INFORMATION SHOWN Block Start
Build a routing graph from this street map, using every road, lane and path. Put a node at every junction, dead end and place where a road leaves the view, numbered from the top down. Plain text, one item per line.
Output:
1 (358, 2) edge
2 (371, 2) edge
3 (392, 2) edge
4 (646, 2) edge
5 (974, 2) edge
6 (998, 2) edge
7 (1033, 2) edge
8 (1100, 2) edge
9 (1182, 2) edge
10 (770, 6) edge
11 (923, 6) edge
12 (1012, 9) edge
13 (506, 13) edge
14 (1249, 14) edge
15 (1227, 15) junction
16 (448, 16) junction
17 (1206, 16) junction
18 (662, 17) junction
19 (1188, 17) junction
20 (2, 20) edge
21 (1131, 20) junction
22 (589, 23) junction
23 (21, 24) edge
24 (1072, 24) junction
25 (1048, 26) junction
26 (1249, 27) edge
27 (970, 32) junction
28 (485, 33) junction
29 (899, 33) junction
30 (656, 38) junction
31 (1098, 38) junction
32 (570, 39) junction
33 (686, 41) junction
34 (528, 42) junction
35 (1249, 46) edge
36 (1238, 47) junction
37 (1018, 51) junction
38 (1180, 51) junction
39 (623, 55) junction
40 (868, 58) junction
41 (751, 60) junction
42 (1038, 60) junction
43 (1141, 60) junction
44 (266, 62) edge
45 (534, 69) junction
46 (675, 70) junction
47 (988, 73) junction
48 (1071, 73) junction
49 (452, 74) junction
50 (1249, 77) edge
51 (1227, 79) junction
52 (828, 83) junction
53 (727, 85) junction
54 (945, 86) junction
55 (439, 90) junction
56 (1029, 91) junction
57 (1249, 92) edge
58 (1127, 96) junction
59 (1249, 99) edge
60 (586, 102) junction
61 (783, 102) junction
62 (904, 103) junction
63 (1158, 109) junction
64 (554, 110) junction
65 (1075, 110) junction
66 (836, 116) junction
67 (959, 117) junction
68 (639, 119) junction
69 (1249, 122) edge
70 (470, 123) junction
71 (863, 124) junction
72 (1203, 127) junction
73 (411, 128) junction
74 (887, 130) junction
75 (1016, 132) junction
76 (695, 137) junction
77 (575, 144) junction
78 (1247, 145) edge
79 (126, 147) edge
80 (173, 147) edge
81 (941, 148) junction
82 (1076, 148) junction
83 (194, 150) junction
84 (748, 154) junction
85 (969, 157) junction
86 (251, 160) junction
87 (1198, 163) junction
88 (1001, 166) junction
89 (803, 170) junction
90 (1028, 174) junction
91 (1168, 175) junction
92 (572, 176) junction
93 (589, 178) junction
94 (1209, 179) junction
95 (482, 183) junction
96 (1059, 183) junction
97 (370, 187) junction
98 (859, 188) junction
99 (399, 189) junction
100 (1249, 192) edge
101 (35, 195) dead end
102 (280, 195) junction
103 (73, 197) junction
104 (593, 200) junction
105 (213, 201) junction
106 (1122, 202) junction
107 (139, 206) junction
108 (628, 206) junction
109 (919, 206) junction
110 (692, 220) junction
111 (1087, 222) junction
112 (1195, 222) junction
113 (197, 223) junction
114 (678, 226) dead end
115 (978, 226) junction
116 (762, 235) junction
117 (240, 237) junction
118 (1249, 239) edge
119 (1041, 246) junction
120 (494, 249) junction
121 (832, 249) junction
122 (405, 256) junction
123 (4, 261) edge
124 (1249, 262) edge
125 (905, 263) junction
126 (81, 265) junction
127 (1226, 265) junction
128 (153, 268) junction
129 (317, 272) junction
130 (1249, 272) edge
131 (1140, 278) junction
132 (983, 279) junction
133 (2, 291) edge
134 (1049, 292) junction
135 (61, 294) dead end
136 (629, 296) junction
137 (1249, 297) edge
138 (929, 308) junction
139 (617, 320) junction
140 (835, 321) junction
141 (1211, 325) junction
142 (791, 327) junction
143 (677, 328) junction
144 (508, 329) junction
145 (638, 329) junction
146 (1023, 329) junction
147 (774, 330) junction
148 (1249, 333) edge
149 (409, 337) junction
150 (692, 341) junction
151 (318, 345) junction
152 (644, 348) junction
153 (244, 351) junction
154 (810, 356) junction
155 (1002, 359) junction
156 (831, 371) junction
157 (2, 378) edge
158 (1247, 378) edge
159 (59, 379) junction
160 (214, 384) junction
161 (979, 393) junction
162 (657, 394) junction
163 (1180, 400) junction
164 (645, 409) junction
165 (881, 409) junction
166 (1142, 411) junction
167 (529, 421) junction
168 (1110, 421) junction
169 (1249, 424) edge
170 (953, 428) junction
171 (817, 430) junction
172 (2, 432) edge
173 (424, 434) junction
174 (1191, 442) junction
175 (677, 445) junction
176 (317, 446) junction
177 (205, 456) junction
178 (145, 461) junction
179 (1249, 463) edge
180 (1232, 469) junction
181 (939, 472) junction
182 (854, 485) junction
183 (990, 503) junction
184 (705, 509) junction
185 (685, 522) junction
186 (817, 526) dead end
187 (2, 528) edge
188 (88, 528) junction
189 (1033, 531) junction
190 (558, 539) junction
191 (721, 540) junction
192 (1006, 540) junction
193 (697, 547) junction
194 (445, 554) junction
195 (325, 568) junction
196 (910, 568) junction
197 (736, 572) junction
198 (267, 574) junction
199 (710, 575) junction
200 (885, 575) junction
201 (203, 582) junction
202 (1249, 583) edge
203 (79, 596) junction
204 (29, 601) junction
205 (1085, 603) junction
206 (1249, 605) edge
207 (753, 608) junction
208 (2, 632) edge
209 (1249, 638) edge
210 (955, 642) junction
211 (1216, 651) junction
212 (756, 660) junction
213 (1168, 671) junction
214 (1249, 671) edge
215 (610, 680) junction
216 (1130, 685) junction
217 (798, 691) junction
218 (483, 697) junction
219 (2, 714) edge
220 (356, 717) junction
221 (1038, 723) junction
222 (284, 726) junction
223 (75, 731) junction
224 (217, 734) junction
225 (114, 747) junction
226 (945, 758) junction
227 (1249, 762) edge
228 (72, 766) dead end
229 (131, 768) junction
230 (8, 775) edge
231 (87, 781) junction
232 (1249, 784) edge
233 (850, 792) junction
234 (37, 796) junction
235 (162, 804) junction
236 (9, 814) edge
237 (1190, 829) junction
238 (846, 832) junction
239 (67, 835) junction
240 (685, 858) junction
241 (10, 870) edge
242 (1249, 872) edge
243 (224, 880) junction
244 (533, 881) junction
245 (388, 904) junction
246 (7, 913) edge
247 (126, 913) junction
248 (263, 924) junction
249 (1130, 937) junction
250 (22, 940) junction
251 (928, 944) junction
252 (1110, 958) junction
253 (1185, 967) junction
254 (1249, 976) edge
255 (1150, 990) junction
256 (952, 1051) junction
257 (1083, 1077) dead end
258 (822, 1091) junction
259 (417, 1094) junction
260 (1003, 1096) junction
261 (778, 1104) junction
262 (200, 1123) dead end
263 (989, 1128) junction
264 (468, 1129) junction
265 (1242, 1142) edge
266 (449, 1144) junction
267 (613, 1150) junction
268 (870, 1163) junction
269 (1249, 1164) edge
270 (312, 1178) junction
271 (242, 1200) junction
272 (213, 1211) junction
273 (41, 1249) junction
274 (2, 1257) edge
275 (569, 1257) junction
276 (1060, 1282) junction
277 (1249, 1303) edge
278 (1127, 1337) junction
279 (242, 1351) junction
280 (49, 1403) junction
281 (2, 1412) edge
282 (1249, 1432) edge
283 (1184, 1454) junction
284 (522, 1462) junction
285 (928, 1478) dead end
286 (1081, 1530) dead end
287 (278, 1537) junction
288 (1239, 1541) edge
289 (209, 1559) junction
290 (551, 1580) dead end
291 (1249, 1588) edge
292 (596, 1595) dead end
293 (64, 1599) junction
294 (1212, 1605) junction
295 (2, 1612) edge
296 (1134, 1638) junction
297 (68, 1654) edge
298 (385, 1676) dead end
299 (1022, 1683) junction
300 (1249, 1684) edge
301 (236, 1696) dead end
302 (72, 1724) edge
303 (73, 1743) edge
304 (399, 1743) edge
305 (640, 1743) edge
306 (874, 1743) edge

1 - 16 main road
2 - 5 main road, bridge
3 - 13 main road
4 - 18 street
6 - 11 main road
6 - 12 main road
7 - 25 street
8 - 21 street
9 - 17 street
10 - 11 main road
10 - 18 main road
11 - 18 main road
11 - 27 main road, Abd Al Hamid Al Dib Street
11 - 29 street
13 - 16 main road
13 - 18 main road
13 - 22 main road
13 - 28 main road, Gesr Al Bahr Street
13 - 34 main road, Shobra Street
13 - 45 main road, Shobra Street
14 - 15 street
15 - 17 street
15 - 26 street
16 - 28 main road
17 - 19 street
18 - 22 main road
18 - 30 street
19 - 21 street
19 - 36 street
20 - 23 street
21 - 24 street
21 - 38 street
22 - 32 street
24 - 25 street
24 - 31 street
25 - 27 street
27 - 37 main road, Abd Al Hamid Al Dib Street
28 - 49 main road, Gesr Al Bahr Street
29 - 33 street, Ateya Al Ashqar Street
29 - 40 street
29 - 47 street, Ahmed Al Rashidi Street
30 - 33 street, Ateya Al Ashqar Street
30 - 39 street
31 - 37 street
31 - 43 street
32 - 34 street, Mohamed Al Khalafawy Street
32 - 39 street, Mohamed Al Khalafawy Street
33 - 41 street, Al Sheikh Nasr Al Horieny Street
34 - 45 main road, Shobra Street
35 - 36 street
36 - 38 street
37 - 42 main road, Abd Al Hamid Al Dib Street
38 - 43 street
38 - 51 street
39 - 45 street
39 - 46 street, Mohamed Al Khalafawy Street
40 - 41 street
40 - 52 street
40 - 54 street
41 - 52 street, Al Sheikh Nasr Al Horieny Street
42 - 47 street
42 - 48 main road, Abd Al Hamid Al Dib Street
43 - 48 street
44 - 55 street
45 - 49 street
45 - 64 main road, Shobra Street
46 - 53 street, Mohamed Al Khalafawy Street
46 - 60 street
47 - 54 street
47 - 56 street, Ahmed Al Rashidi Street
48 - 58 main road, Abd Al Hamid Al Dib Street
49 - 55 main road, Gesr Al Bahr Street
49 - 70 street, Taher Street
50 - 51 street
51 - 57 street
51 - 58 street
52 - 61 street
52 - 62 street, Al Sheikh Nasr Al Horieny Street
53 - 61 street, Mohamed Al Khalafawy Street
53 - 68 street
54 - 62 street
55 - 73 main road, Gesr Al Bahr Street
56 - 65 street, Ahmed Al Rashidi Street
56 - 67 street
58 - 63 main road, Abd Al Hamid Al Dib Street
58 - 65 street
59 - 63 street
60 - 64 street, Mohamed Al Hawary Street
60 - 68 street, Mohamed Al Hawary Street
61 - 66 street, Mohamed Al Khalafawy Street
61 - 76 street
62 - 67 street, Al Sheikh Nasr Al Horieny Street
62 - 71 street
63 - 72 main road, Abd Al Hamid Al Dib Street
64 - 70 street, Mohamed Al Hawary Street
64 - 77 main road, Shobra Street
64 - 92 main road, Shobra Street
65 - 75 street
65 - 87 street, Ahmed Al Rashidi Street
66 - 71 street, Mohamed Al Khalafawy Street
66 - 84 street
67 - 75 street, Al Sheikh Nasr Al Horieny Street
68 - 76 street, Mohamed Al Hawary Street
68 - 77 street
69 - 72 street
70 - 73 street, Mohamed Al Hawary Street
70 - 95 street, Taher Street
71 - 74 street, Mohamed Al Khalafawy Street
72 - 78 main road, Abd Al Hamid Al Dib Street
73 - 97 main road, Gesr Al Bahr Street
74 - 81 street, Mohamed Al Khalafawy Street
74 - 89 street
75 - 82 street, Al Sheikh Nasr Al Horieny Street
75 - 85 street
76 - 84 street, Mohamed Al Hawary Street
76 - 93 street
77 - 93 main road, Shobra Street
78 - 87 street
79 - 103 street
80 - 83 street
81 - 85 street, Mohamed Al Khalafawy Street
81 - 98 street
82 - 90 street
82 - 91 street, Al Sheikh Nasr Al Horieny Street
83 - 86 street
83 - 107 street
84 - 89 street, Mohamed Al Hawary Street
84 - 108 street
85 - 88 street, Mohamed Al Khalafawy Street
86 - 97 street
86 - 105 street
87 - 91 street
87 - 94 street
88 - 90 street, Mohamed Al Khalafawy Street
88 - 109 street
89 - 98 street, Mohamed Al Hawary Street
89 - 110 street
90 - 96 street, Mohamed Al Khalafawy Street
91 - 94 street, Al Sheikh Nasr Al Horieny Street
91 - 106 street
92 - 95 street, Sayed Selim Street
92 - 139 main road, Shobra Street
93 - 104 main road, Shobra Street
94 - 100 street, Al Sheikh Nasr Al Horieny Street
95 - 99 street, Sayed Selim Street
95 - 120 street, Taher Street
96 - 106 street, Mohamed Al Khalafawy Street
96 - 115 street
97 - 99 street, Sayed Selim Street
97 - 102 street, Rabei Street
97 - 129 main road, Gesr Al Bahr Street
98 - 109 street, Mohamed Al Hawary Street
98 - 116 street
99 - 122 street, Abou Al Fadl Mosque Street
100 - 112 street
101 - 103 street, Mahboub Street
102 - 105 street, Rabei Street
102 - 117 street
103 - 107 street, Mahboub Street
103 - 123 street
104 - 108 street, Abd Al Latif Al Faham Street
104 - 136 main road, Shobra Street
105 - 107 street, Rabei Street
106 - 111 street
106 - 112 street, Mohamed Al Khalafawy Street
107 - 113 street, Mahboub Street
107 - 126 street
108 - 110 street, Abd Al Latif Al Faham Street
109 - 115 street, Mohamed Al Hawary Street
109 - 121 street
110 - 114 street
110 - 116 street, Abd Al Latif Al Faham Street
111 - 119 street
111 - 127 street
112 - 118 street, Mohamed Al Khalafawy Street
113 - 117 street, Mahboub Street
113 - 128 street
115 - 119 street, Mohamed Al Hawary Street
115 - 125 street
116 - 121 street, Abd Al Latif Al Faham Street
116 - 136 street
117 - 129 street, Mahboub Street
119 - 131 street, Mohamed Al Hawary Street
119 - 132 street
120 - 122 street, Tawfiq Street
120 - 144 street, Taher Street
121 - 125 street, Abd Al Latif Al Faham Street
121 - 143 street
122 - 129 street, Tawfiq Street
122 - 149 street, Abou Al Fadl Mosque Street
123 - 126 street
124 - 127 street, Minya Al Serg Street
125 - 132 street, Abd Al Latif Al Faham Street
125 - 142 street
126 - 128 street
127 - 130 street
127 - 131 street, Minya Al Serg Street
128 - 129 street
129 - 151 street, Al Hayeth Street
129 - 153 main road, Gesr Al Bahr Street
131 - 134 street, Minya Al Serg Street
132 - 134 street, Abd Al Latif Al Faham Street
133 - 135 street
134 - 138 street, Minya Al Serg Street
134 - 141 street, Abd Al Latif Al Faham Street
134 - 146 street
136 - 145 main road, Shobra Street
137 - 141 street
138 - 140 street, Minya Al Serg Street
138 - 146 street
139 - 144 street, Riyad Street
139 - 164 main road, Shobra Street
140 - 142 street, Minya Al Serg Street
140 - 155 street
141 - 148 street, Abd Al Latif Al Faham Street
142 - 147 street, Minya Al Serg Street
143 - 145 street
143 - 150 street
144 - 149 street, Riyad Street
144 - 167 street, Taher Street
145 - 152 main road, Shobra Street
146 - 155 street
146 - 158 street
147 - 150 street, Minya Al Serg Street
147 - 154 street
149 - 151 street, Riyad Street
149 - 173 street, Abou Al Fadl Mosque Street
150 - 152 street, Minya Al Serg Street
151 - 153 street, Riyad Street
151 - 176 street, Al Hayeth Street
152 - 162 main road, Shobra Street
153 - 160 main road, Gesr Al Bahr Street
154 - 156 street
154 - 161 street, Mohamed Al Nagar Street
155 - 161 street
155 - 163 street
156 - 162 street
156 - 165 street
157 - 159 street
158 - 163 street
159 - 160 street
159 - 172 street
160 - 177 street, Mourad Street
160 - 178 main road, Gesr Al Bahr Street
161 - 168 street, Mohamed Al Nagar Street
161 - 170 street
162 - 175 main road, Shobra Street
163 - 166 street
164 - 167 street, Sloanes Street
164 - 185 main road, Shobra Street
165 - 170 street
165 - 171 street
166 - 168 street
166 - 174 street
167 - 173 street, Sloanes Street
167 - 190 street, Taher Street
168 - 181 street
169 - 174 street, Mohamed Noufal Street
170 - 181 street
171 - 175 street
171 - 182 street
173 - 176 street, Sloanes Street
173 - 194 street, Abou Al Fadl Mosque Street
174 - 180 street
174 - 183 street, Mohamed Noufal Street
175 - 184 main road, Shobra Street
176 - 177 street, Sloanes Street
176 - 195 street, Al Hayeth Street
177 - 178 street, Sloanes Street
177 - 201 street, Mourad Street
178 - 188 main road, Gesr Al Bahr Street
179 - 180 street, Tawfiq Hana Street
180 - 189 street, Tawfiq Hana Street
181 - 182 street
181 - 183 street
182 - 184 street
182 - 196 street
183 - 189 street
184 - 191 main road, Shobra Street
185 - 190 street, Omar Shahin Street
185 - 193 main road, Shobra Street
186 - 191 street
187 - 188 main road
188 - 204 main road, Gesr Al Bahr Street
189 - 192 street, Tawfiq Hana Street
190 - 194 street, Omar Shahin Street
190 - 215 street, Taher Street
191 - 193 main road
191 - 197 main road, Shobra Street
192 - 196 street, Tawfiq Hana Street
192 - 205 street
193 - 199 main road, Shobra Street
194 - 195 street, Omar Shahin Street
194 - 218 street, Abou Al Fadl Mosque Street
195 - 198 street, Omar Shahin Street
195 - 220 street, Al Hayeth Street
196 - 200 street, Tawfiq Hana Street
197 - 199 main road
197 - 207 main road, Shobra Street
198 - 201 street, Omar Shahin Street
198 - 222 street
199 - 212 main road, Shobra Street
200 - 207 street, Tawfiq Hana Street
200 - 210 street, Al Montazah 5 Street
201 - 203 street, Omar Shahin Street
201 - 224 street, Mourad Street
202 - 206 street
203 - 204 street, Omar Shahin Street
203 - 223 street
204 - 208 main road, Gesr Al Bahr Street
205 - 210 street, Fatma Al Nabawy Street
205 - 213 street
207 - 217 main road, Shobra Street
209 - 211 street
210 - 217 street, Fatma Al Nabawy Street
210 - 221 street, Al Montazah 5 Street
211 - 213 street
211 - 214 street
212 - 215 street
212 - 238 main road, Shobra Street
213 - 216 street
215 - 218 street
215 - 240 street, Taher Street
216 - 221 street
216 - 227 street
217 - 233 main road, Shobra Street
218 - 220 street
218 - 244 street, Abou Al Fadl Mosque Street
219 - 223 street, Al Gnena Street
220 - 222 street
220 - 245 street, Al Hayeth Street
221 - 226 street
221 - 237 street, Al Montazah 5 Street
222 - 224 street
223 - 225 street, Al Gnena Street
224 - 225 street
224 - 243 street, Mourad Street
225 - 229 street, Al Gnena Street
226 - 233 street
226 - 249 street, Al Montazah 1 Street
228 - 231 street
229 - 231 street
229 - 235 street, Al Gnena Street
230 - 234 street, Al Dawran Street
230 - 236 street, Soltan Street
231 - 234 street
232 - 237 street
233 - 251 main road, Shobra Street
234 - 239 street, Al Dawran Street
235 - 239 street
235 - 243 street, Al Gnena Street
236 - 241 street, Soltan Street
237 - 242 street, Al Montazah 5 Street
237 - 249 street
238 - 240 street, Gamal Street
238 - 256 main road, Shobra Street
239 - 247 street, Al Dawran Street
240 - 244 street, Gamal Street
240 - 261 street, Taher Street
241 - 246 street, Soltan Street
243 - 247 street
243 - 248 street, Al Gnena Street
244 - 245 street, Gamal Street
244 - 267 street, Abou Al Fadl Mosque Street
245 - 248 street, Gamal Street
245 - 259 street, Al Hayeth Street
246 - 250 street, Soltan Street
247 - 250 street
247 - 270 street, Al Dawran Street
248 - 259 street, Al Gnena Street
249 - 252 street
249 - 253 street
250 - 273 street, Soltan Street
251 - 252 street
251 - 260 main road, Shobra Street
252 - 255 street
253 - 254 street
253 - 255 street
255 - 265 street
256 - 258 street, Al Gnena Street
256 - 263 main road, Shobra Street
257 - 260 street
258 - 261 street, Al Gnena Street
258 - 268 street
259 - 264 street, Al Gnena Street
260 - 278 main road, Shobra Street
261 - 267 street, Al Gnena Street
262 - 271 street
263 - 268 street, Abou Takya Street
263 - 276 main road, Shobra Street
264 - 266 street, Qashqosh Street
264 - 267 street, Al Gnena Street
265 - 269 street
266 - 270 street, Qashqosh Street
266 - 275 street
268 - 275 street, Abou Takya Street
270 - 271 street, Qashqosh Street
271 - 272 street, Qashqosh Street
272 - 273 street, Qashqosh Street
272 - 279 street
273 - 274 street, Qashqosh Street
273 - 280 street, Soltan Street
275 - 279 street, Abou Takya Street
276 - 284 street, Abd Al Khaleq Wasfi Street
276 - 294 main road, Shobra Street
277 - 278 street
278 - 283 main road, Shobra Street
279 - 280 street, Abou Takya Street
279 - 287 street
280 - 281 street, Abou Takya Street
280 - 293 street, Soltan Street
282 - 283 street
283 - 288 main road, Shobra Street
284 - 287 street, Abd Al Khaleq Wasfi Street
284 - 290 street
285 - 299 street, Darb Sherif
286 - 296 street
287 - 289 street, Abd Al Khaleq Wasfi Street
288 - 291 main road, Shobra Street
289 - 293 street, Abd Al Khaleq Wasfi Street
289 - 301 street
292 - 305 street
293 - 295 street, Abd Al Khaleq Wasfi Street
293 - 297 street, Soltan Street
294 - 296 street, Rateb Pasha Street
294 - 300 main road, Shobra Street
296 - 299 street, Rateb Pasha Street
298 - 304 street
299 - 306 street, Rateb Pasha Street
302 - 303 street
INFORMATION SHOWN Block End
Each line above that includes "Fadl" should be shown.

99 - 122 street, Abou Al Fadl Mosque Street
122 - 149 street, Abou Al Fadl Mosque Street
149 - 173 street, Abou Al Fadl Mosque Street
173 - 194 street, Abou Al Fadl Mosque Street
194 - 218 street, Abou Al Fadl Mosque Street
218 - 244 street, Abou Al Fadl Mosque Street
244 - 267 street, Abou Al Fadl Mosque Street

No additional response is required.